New figures on the Swiss cyber insurance market

Today, only just over 7 per cent of companies in Switzerland are insured against cyber attacks. (foto istock)


On 14 December, the Swiss Insurance Association (SIA) presented a new risk model for cyber risks. It was developed for the first time in Switzerland in collaboration with Moody's RMS, a leading provider of risk modelling and analysis.
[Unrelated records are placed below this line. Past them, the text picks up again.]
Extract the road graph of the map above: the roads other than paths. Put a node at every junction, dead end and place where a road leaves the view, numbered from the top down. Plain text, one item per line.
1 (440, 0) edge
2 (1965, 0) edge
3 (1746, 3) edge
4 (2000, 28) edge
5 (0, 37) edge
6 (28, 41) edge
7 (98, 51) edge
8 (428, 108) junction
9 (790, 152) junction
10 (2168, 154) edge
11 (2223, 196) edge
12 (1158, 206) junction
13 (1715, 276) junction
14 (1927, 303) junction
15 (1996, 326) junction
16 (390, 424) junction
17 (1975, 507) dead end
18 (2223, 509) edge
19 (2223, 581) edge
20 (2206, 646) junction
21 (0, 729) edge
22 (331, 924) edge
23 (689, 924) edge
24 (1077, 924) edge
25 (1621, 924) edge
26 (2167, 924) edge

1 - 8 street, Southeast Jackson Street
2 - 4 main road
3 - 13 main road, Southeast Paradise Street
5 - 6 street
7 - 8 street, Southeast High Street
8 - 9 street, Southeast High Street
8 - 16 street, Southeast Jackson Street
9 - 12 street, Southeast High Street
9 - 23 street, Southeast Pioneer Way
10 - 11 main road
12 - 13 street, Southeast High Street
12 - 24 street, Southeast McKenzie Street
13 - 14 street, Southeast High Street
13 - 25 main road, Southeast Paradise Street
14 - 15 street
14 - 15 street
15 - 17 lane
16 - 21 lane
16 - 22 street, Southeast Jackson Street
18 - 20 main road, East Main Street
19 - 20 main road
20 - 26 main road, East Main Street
The model calculates the magnitude and probability of large losses from cyber events.


"With the risk model, we have been able to take an important step towards further improving the quantifiability - and thus, above all, the insurability - of cyber risks in Switzerland," says Urs Arbter, Director of the SIA, commenting on the collaboration with the risk modelling specialist.
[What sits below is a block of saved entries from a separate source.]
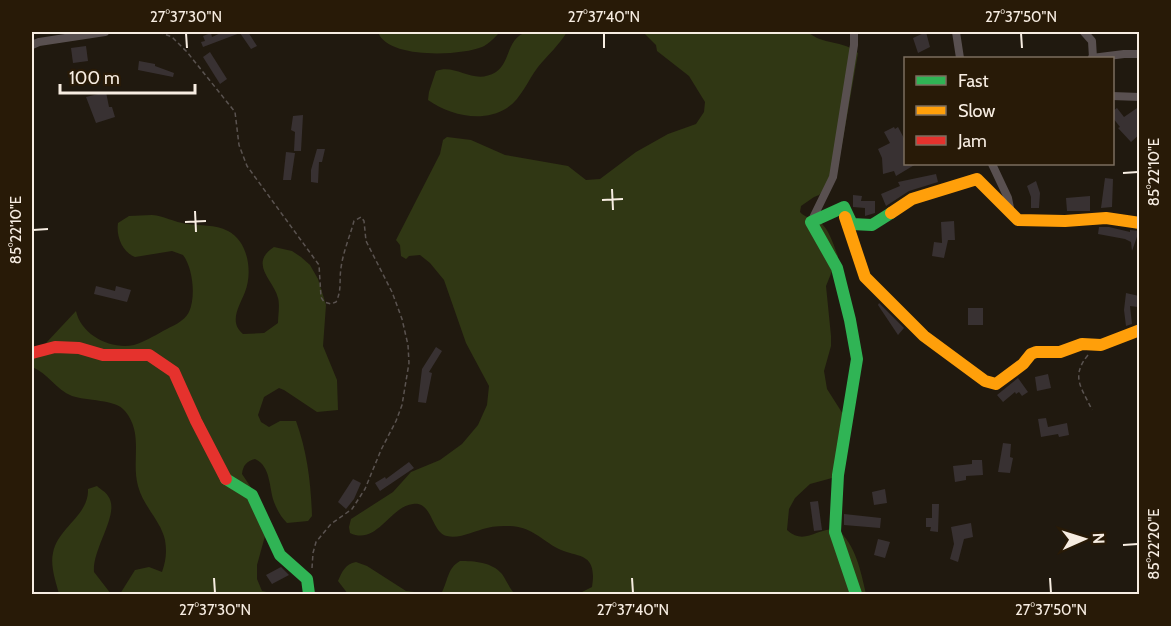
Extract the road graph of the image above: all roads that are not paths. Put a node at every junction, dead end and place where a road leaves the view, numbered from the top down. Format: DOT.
graph roads {
  1 [pos="105,32"];
  2 [pos="854,32"];
  3 [pos="956,32"];
  4 [pos="1084,32"];
  5 [pos="32,45"];
  6 [pos="1140,54"];
  7 [pos="960,57"];
  8 [pos="1093,57"];
  9 [pos="1101,57"];
  10 [pos="1114,96"];
  11 [pos="1140,97"];
  12 [pos="992,165"];
  13 [pos="844,207"];
  14 [pos="1011,214"];
  15 [pos="811,222"];
  16 [pos="1140,223"];
  17 [pos="1140,330"];
  18 [pos="32,353"];
  19 [pos="309,594"];
  20 [pos="856,594"];
  1 -- 5 [label="street"];
  2 -- 15 [label="street"];
  3 -- 7 [label="street"];
  4 -- 8 [label="street"];
  6 -- 9 [label="street"];
  10 -- 11 [label="street"];
  12 -- 14 [label="street"];
  13 -- 14 [label="street"];
  13 -- 15 [label="street"];
  13 -- 17 [label="street"];
  14 -- 16 [label="street"];
  15 -- 20 [label="street"];
  18 -- 19 [label="street"];
}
For example, according to the model presented, there is a one percent chance of a cyber event occurring each year, which would result in a total economic loss of over CHF 2.5 billion. Such an event can therefore be expected to occur on average once every hundred years. According to this estimate, however, only losses of just under CHF 155 million would actually be insured under current conditions. The risk model presented thus points to an insurance gap estimated at more than 90% in Switzerland.


An insurance market with huge potential

Given the relatively low penetration of cyber policies to date, this coverage gap is not surprising. Only just over 7% of companies in Switzerland are currently insured against cyber attacks. Thanks to a recent survey by the SIA, this too can be reliably estimated for the first time: The industry association of private insurers has calculated a premium volume of around CHF 108 million for 2022, divided between 46,000 corporate clients and around 292,000 private clients.
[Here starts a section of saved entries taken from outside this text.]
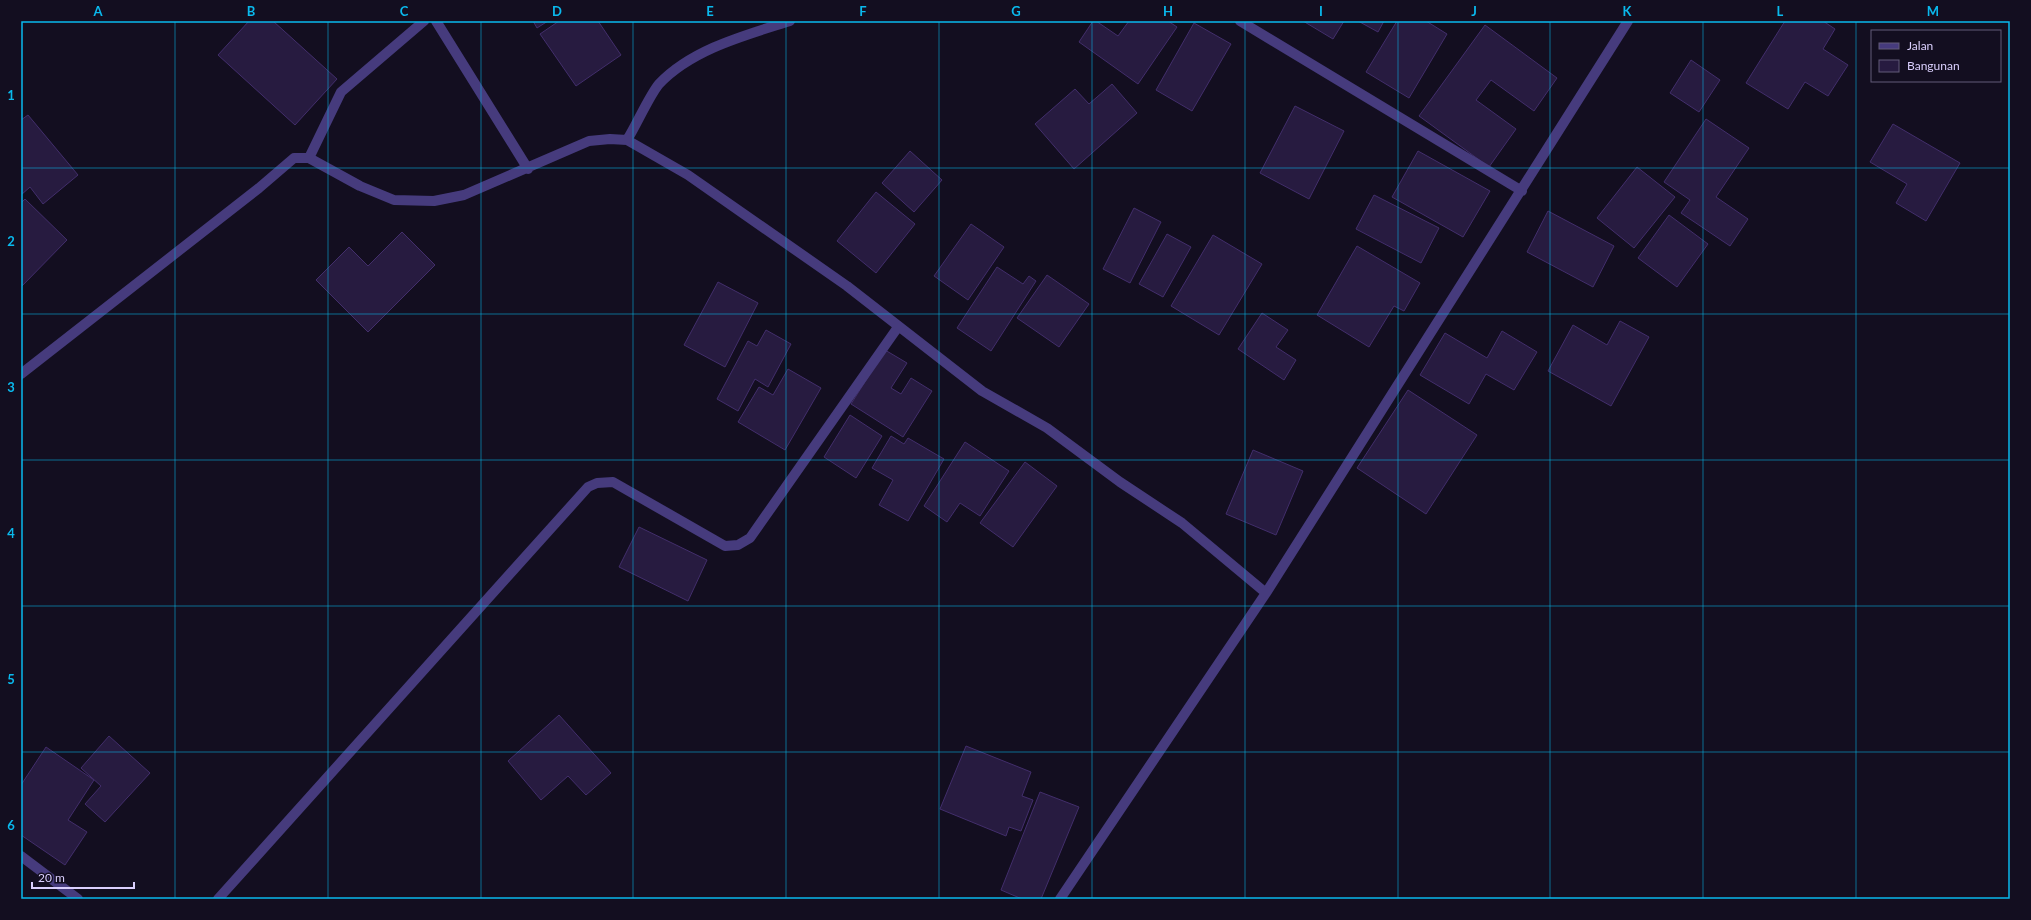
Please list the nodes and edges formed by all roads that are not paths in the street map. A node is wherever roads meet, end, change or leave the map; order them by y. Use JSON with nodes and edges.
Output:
{"nodes":[{"id":1,"x":424,"y":21,"type":"edge"},
{"id":2,"x":436,"y":21,"type":"edge"},
{"id":3,"x":790,"y":21,"type":"edge"},
{"id":4,"x":1628,"y":21,"type":"edge"},
{"id":5,"x":1244,"y":22,"type":"edge"},
{"id":6,"x":627,"y":140,"type":"junction"},
{"id":7,"x":309,"y":158,"type":"junction"},
{"id":8,"x":528,"y":169,"type":"junction"},
{"id":9,"x":1522,"y":191,"type":"junction"},
{"id":10,"x":898,"y":327,"type":"junction"},
{"id":11,"x":21,"y":374,"type":"edge"},
{"id":12,"x":1266,"y":593,"type":"junction"},
{"id":13,"x":21,"y":856,"type":"edge"},
{"id":14,"x":78,"y":899,"type":"edge"},
{"id":15,"x":218,"y":899,"type":"edge"},
{"id":16,"x":1060,"y":899,"type":"edge"}],
"edges":[{"from":1,"to":7,"type":"street"},
{"from":2,"to":8,"type":"street"},
{"from":3,"to":6,"type":"street"},
{"from":4,"to":9,"type":"street"},
{"from":5,"to":9,"type":"street"},
{"from":6,"to":8,"type":"street"},
{"from":6,"to":10,"type":"street"},
{"from":7,"to":8,"type":"street"},
{"from":7,"to":11,"type":"street"},
{"from":9,"to":12,"type":"street"},
{"from":10,"to":12,"type":"street"},
{"from":10,"to":15,"type":"street"},
{"from":12,"to":16,"type":"street"},
{"from":13,"to":14,"type":"street"}]}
The market for cyber insurance products is also growing rapidly in Switzerland. On average, premium volume is expected to double every two years. "There is still huge potential for cyber insurance in Switzerland," says Arbter of the local market. According to Martin Jara, CEO of Helvetia Switzerland and SIA board member, it is now up to the industry to close the existing insurance gaps. "The focus is on three measures: the implementation of specific preventive measures by the companies to be insured, systematic data collection in cooperation with the relevant government and scientific institutions, and an increase in the current market coverage.